Data to examine Block Start

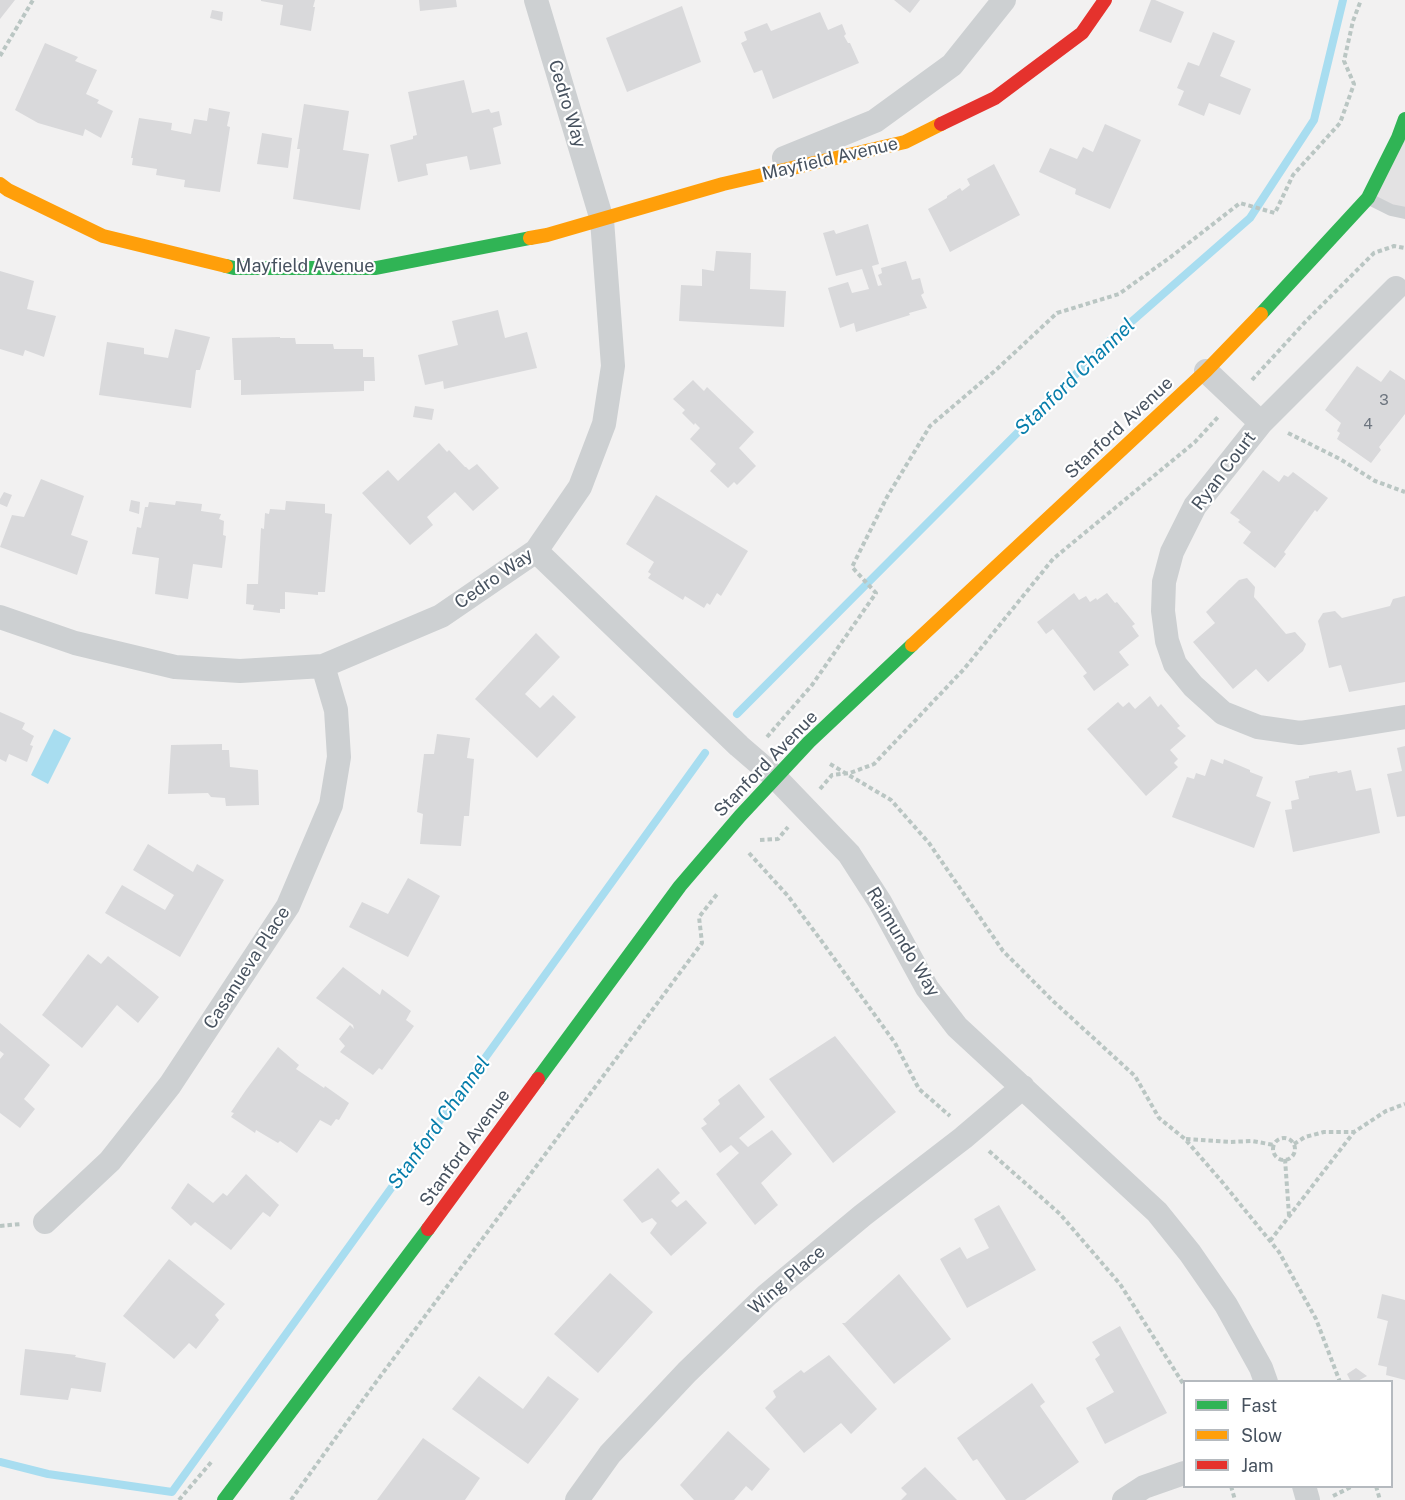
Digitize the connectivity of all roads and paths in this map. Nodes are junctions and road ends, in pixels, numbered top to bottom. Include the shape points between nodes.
1 (33, 0) edge
2 (536, 0) edge
3 (1004, 0) edge
4 (1105, 0) edge
5 (1361, 0) edge
6 (0, 56) edge
7 (1405, 119) edge
8 (0, 183) edge
9 (723, 184) junction
10 (1368, 198) junction
11 (1405, 213) edge
12 (602, 220) junction
13 (1396, 288) dead end
14 (1206, 371) junction
15 (1263, 421) junction
16 (1405, 492) edge
17 (536, 551) junction
18 (876, 593) dead end
19 (0, 617) edge
20 (323, 666) junction
21 (1405, 717) edge
22 (804, 748) junction
23 (775, 777) junction
24 (1023, 1087) junction
25 (1405, 1104) edge
26 (1354, 1132) junction
27 (1185, 1139) junction
28 (1294, 1144) junction
29 (1274, 1145) junction
30 (1285, 1159) junction
31 (1289, 1215) junction
32 (45, 1222) dead end
33 (1270, 1241) junction
34 (1265, 1380) edge
35 (1339, 1380) edge
36 (1183, 1474) edge
37 (1349, 1488) edge
38 (224, 1500) edge
39 (577, 1500) edge
40 (1124, 1500) edge
41 (1324, 1500) edge

1 - 6 path
2 - 12 street, Cedro Way
3 - 9 street, Mayfield Avenue via 951,65 875,121
4 - 9 street, Mayfield Avenue via 1082,33 995,98 905,142
5 - 18 path via 1344,61 1354,84 1340,123 1293,175 1275,213 1240,203 1119,294 1057,313 930,426 887,497 852,567
7 - 10 street, Stanford Avenue
8 - 12 street, Mayfield Avenue via 103,236 234,268 376,268 547,235
9 - 12 street, Mayfield Avenue
10 - 11 lane
10 - 14 street, Stanford Avenue
12 - 17 street, Cedro Way via 613,366 604,424 580,487
13 - 15 street, Ryan Court
14 - 15 street
14 - 22 street, Stanford Avenue
15 - 16 path via 1375,481
15 - 21 street, Ryan Court via 1195,506 1172,552 1164,582 1163,611 1175,664 1193,687 1223,713 1258,727 1300,733
17 - 20 street, Cedro Way via 441,616
17 - 23 street, Raimundo Way
19 - 20 street, Cedro Way via 75,643 175,667 240,671
20 - 32 street, Casanueva Place via 336,710 339,757 331,804 288,906 170,1085 110,1161
22 - 23 street, Stanford Avenue
22 - 27 path via 891,800 929,843 1003,951 1135,1076 1159,1118
23 - 24 street, Raimundo Way via 849,854 927,988 957,1027
23 - 38 street, Stanford Avenue via 680,886
24 - 34 street, Raimundo Way via 1157,1212 1226,1305
24 - 39 street, Wing Place via 767,1295 610,1454
25 - 26 path via 1386,1111
26 - 28 path via 1324,1132
26 - 31 path
27 - 29 path
27 - 33 path
28 - 29 path via 1286,1138
28 - 30 path via 1295,1151
29 - 30 path via 1275,1155
30 - 31 path
31 - 33 path
33 - 35 path via 1316,1319
36 - 40 street via 1144,1487
37 - 41 path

Data to examine Block End

**Exercise instructions**. Since the copy must exclude the pictures, transcribe only the text of the records, word for word.

**Result for this exercise**.
Digitize the connectivity of all roads and paths in this map. Nodes are junctions and road ends, in pixels, numbered top to bottom. Include the shape points between nodes.
1 (33, 0) edge
2 (536, 0) edge
3 (1004, 0) edge
4 (1105, 0) edge
5 (1361, 0) edge
6 (0, 56) edge
7 (1405, 119) edge
8 (0, 183) edge
9 (723, 184) junction
10 (1368, 198) junction
11 (1405, 213) edge
12 (602, 220) junction
13 (1396, 288) dead end
14 (1206, 371) junction
15 (1263, 421) junction
16 (1405, 492) edge
17 (536, 551) junction
18 (876, 593) dead end
19 (0, 617) edge
20 (323, 666) junction
21 (1405, 717) edge
22 (804, 748) junction
23 (775, 777) junction
24 (1023, 1087) junction
25 (1405, 1104) edge
26 (1354, 1132) junction
27 (1185, 1139) junction
28 (1294, 1144) junction
29 (1274, 1145) junction
30 (1285, 1159) junction
31 (1289, 1215) junction
32 (45, 1222) dead end
33 (1270, 1241) junction
34 (1265, 1380) edge
35 (1339, 1380) edge
36 (1183, 1474) edge
37 (1349, 1488) edge
38 (224, 1500) edge
39 (577, 1500) edge
40 (1124, 1500) edge
41 (1324, 1500) edge

1 - 6 path
2 - 12 street, Cedro Way
3 - 9 street, Mayfield Avenue via 951,65 875,121
4 - 9 street, Mayfield Avenue via 1082,33 995,98 905,142
5 - 18 path via 1344,61 1354,84 1340,123 1293,175 1275,213 1240,203 1119,294 1057,313 930,426 887,497 852,567
7 - 10 street, Stanford Avenue
8 - 12 street, Mayfield Avenue via 103,236 234,268 376,268 547,235
9 - 12 street, Mayfield Avenue
10 - 11 lane
10 - 14 street, Stanford Avenue
12 - 17 street, Cedro Way via 613,366 604,424 580,487
13 - 15 street, Ryan Court
14 - 15 street
14 - 22 street, Stanford Avenue
15 - 16 path via 1375,481
15 - 21 street, Ryan Court via 1195,506 1172,552 1164,582 1163,611 1175,664 1193,687 1223,713 1258,727 1300,733
17 - 20 street, Cedro Way via 441,616
17 - 23 street, Raimundo Way
19 - 20 street, Cedro Way via 75,643 175,667 240,671
20 - 32 street, Casanueva Place via 336,710 339,757 331,804 288,906 170,1085 110,1161
22 - 23 street, Stanford Avenue
22 - 27 path via 891,800 929,843 1003,951 1135,1076 1159,1118
23 - 24 street, Raimundo Way via 849,854 927,988 957,1027
23 - 38 street, Stanford Avenue via 680,886
24 - 34 street, Raimundo Way via 1157,1212 1226,1305
24 - 39 street, Wing Place via 767,1295 610,1454
25 - 26 path via 1386,1111
26 - 28 path via 1324,1132
26 - 31 path
27 - 29 path
27 - 33 path
28 - 29 path via 1286,1138
28 - 30 path via 1295,1151
29 - 30 path via 1275,1155
30 - 31 path
31 - 33 path
33 - 35 path via 1316,1319
36 - 40 street via 1144,1487
37 - 41 path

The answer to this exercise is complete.